Personal information
- Born: September 5, 1888 St. Joseph, Missouri, U.S.
- Died: November 23, 1944 (aged 56) South Bend, Indiana, U.S.
- Listed height: 6 ft 0 in (1.83 m)
- Listed weight: 207 lb (94 kg)

Career information
- High school: South Bend (IN) Central
- College: Notre Dame

Career history

Playing
- Canton Bulldogs (1920–1921); Toledo Maroons (1922); Cleveland Indians (1923); Cleveland Bulldogs (1924);

Coaching
- Canton Bulldogs (1921); Cleveland Indians (1923); Cleveland Bulldogs (1925);

Awards and highlights
- NFL champion (1924);
- Coaching profile at Pro Football Reference
- Stats at Pro Football Reference

= Cap Edwards =

American football player and coach (1888–1944)

William Howard "Cap" Edwards (September 5, 1888 – November 23, 1944) was a National Football League (NFL) coach and player in American football's earliest years. In the early 20th century, football in America was just beginning to catch on, with professional teams popping up in numerous cities, and at the time college football was more popular.

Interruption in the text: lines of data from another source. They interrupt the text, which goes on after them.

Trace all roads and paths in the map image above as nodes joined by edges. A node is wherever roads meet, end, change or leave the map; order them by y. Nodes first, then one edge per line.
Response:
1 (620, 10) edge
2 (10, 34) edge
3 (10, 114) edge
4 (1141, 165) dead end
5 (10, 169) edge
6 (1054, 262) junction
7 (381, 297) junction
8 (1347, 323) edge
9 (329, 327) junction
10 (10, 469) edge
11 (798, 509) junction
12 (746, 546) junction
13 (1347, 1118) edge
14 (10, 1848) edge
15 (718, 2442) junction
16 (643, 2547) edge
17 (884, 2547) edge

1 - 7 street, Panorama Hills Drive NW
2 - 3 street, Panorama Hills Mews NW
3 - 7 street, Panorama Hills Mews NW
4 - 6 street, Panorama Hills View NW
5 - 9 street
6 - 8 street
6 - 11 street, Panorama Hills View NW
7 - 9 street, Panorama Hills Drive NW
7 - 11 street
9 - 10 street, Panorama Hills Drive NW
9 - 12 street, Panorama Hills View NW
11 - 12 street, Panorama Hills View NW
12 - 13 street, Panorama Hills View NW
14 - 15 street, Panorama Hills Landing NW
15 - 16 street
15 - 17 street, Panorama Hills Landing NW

Edwards attended and graduated from the University of Notre Dame, where he played football as a guard. His professional coaching career was short-lived, but nonetheless noteworthy as he coached in the pioneering days of football with such greats as Jim Thorpe and Guy Chamberlin. He first coached the Canton Bulldogs in 1921, which ended in a 5–2–3 record. In 1923 Edwards coached the Cleveland Indians, with a 3–1–3 record, followed by a 5–8–1 record as coach of the Cleveland Bulldogs.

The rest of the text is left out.